Revenue surge damped by reduced tech spending
IPG’s global revenue slightly decreased in 2023, as clients cut down on their ad spending amid worries fueled by economic and geopolitical turbulences. Despite its flatlining revenue, the company’s net income increased by almost one-fifth, while its profitability also reached a new high. Over the past decade, the company’s total assets also strongly developed, peaking at a net worth of almost 20 billion U.S. dollars in 2021.On top of that, IPG’s profitability reached a new high, with a reported earnings per share (EPS) ratio of 2.39 U.S. dollars per share that same year.

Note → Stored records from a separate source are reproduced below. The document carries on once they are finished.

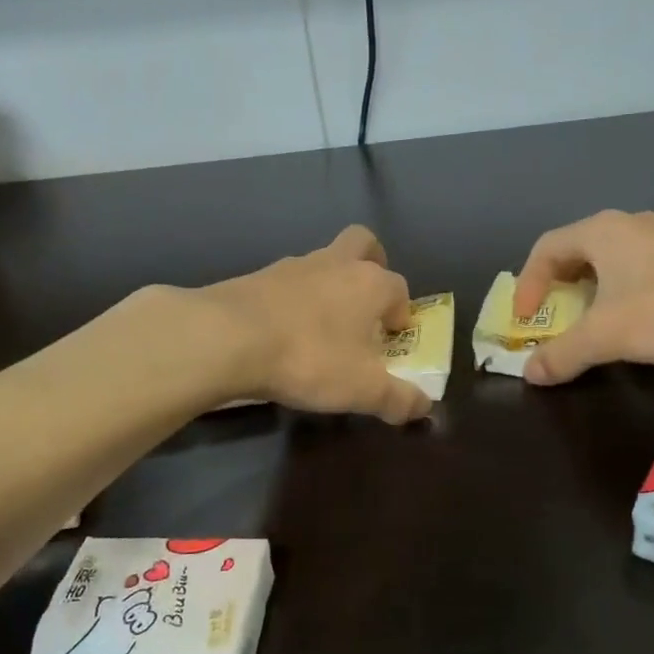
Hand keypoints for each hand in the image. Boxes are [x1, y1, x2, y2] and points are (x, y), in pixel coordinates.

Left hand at [195, 225, 430, 423]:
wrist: (228, 337)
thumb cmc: (310, 358)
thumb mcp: (362, 390)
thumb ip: (398, 399)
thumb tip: (425, 408)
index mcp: (370, 283)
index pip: (399, 288)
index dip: (400, 313)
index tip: (392, 340)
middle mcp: (335, 264)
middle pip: (363, 244)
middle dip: (372, 266)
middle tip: (366, 303)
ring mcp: (293, 266)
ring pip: (322, 262)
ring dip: (329, 285)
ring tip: (321, 327)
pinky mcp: (257, 277)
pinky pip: (286, 282)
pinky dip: (293, 300)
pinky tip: (283, 331)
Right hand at [512, 211, 653, 383]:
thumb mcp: (607, 336)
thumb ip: (563, 353)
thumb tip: (529, 373)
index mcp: (602, 231)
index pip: (545, 248)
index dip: (527, 284)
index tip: (524, 319)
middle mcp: (629, 224)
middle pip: (576, 251)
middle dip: (557, 287)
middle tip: (551, 319)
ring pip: (610, 260)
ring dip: (590, 291)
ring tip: (589, 323)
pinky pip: (638, 269)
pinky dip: (620, 292)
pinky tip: (635, 321)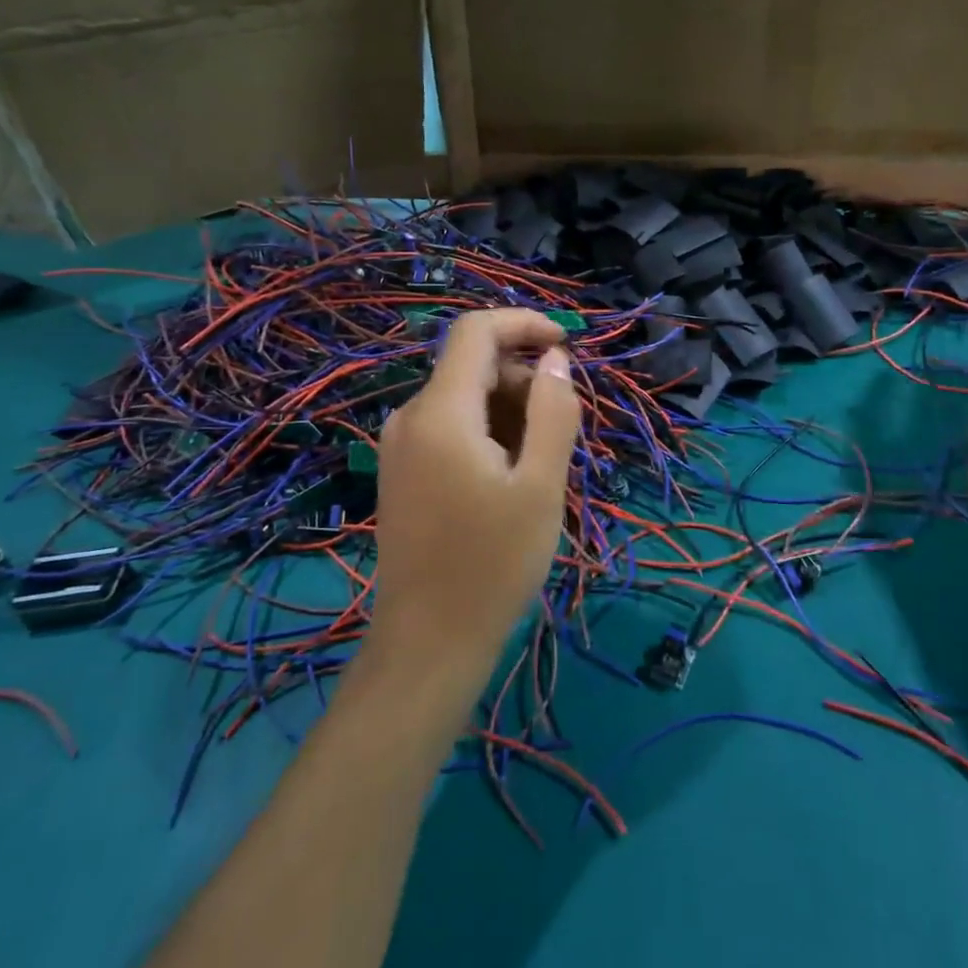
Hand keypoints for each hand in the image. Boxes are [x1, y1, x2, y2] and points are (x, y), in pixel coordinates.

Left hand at [366, 309, 581, 685]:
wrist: (428, 643)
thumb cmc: (493, 564)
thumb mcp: (541, 485)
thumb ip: (552, 412)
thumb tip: (555, 359)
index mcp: (441, 413)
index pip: (475, 331)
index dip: (522, 324)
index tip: (566, 345)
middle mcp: (411, 417)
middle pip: (472, 365)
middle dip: (523, 379)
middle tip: (562, 431)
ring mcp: (401, 445)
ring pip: (464, 397)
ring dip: (510, 410)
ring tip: (540, 464)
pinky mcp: (403, 470)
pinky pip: (451, 425)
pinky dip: (488, 431)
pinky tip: (510, 477)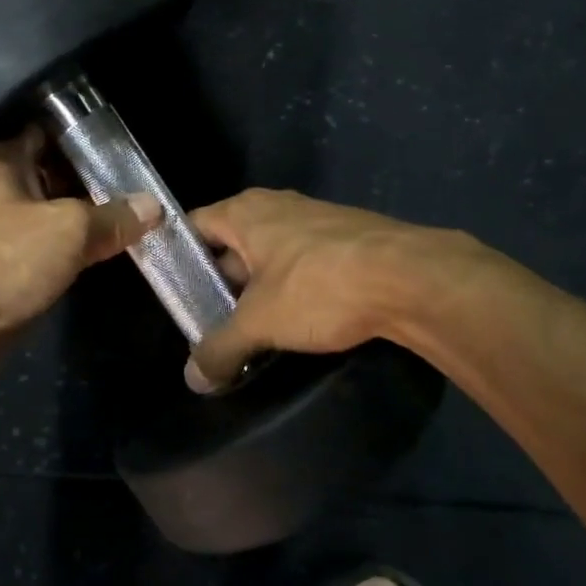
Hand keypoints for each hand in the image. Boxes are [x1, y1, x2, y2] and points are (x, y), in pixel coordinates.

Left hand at [0, 125, 161, 341]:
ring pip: (50, 215)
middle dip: (91, 182)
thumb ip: (112, 216)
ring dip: (84, 219)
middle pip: (52, 176)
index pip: (47, 133)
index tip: (123, 147)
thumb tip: (153, 206)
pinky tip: (105, 250)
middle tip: (138, 185)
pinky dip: (71, 249)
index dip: (84, 137)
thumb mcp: (69, 229)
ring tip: (132, 217)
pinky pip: (46, 247)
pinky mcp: (5, 267)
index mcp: (2, 162)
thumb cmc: (7, 259)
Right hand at [183, 189, 485, 391]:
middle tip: (207, 322)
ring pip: (268, 257)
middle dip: (218, 284)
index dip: (177, 259)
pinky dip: (290, 290)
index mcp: (245, 211)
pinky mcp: (346, 240)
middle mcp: (276, 207)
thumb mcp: (259, 323)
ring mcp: (314, 221)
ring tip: (249, 330)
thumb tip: (192, 379)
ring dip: (256, 291)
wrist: (413, 278)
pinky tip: (295, 323)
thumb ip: (220, 348)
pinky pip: (301, 264)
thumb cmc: (319, 287)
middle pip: (230, 244)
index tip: (172, 294)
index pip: (192, 227)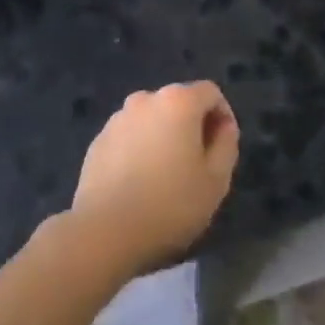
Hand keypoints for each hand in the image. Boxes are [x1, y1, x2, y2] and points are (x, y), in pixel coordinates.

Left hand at [68, 82, 239, 275]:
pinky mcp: (98, 141)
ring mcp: (117, 119)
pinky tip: (138, 184)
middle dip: (192, 127)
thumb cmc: (171, 204)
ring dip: (163, 137)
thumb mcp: (216, 180)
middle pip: (178, 103)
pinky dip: (139, 150)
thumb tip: (223, 127)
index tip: (223, 148)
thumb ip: (226, 144)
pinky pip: (129, 137)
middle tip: (197, 166)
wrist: (106, 231)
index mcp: (177, 101)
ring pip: (151, 120)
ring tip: (165, 177)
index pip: (210, 93)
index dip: (222, 116)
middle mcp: (145, 99)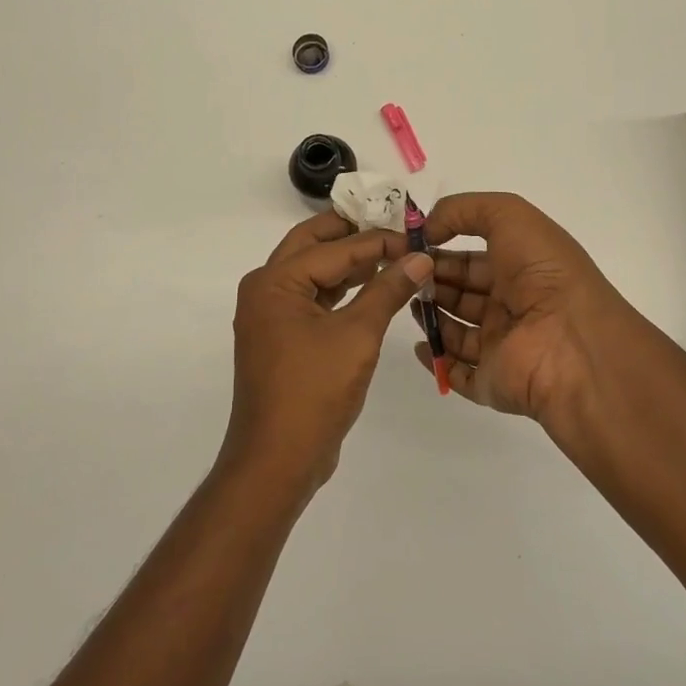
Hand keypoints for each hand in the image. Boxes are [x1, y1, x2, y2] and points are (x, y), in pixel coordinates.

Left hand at [226, 210, 432, 496]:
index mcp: (274, 281)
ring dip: (347, 261)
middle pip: (312, 244)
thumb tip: (421, 256)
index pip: (334, 248)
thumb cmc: (314, 391)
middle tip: (393, 224)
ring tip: (390, 253)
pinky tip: (371, 287)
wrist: (277, 460)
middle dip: (351, 233)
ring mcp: (270, 314)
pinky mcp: (281, 336)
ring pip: (311, 271)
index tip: (415, 236)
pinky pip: (311, 298)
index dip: (378, 240)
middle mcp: (265, 289)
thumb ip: (388, 290)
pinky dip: (340, 289)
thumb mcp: (358, 335)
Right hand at [414, 192, 650, 429]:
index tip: (409, 247)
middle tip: (402, 274)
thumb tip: (427, 229)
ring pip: (455, 330)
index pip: (472, 258)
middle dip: (430, 281)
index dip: (441, 249)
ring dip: (429, 315)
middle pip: (460, 293)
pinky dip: (436, 359)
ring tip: (406, 301)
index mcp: (520, 268)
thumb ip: (463, 210)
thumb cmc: (543, 273)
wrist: (572, 343)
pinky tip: (419, 344)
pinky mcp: (491, 381)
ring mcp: (501, 346)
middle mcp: (512, 306)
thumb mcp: (509, 215)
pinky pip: (456, 372)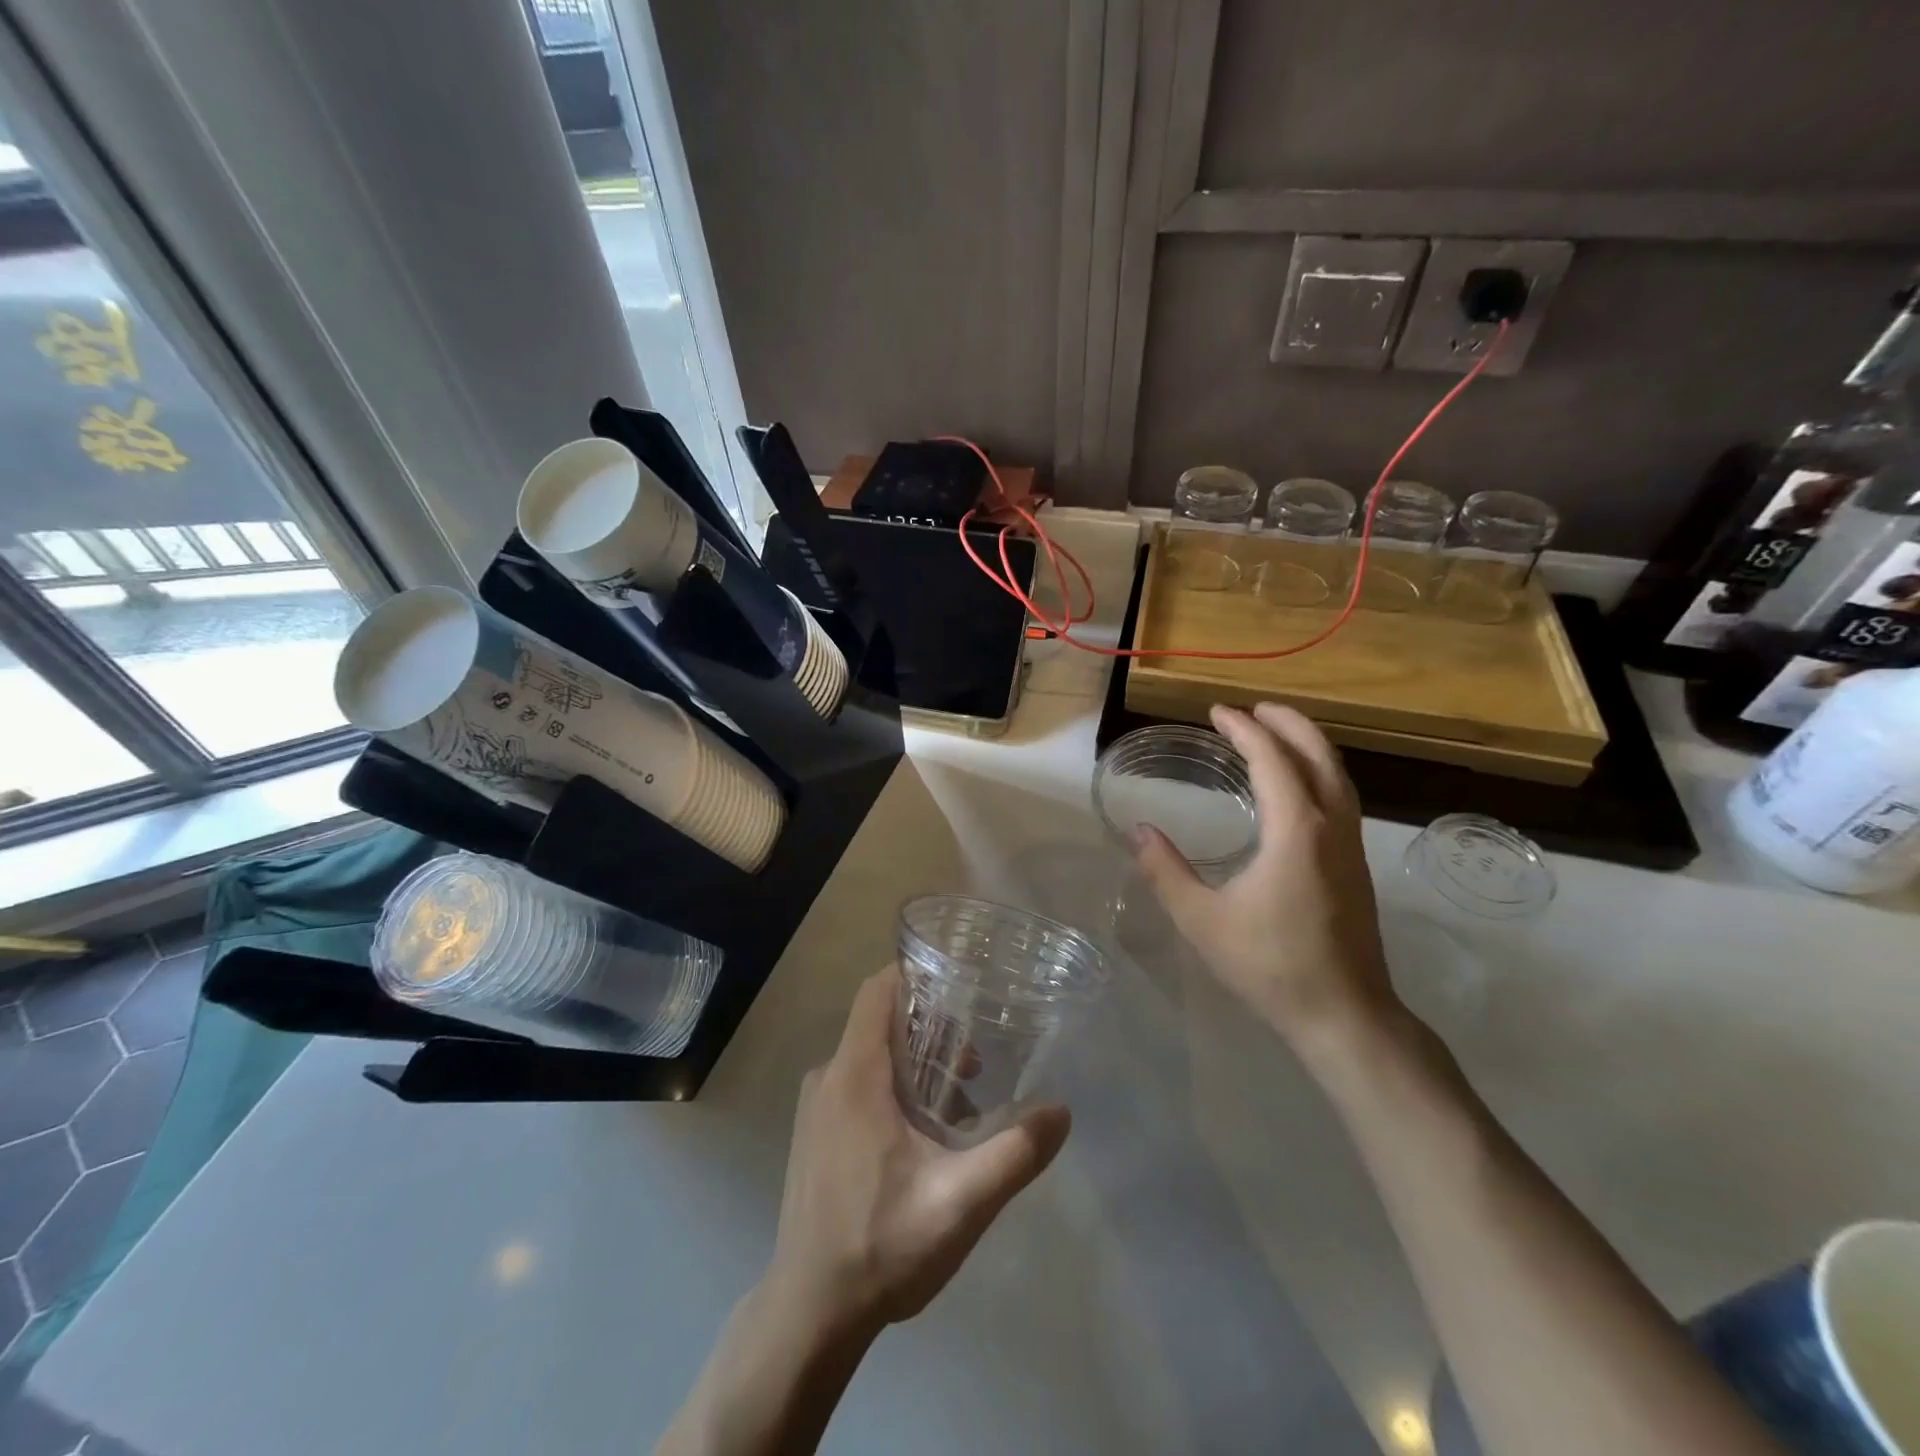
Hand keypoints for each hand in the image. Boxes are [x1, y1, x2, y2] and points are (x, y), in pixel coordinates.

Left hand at [765, 966, 1070, 1333]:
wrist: (810, 1312)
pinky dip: (893, 1087)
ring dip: (915, 1063)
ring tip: (962, 1102)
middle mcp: (829, 1077)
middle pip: (880, 1022)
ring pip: (870, 1055)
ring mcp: (817, 1106)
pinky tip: (926, 1135)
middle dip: (931, 1029)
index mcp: (855, 1074)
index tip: (961, 983)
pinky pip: (857, 1084)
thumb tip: (1061, 1112)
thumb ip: (1014, 1153)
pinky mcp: (816, 1133)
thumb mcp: (960, 1202)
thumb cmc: (881, 1246)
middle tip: (977, 1059)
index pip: (879, 989)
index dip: (918, 974)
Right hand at [1131, 703, 1395, 1048]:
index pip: (1273, 760)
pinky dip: (1317, 771)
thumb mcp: (1202, 920)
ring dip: (1306, 744)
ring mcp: (1351, 846)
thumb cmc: (1270, 965)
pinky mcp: (1356, 865)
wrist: (1345, 1015)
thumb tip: (1140, 831)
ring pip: (1337, 775)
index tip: (1217, 712)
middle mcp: (1332, 827)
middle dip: (1286, 723)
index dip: (1245, 730)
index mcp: (1297, 831)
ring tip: (1275, 732)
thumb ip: (1166, 872)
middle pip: (1318, 755)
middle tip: (1251, 708)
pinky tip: (1296, 787)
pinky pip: (1341, 796)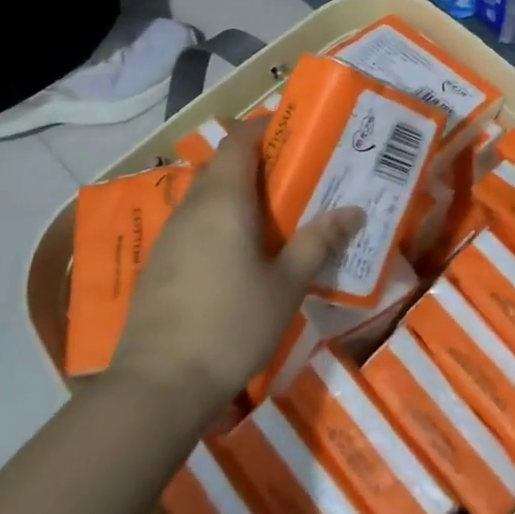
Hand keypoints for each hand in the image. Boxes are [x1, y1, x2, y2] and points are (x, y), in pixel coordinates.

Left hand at [111, 119, 364, 406]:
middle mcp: (192, 207)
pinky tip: (240, 255)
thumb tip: (355, 210)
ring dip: (238, 194)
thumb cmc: (232, 324)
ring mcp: (170, 236)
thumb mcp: (287, 285)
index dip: (264, 128)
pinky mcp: (159, 264)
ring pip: (207, 196)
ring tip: (275, 216)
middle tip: (297, 177)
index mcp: (223, 199)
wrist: (159, 385)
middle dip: (258, 162)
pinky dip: (220, 222)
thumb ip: (319, 242)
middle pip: (222, 166)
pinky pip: (195, 224)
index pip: (239, 141)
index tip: (295, 132)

Cutting costs amid faltering markets
With global operations spread over 90 operating units, IPG’s leading networks included companies like FCB, IPG Mediabrands, McCann Worldgroup, MullenLowe Group, and Marketing Specialists. The United States was IPG’s largest market in 2023, with Asia Pacific and Continental Europe nabbing second and third place. As of the fourth quarter of 2023, IPG enjoyed its highest revenue growth in Latin America, closely followed by Continental Europe, while other markets hovered between marginal growth and slight decline.Among the company’s three reporting segments, one of them – specialized communications and experiential solutions (SC&E) – experienced an expansion, while the two others – media, data, and engagement solutions (MD&E) and integrated advertising and creativity led solutions (IA&C) – both recorded decreases.
IPG’s gains in public relations were offset by its loss of large client accounts such as Verizon, BMW, and Spotify in 2023. Employee numbers worldwide also decreased, as part of a series of cost-cutting efforts both within the holding and in the wider industry.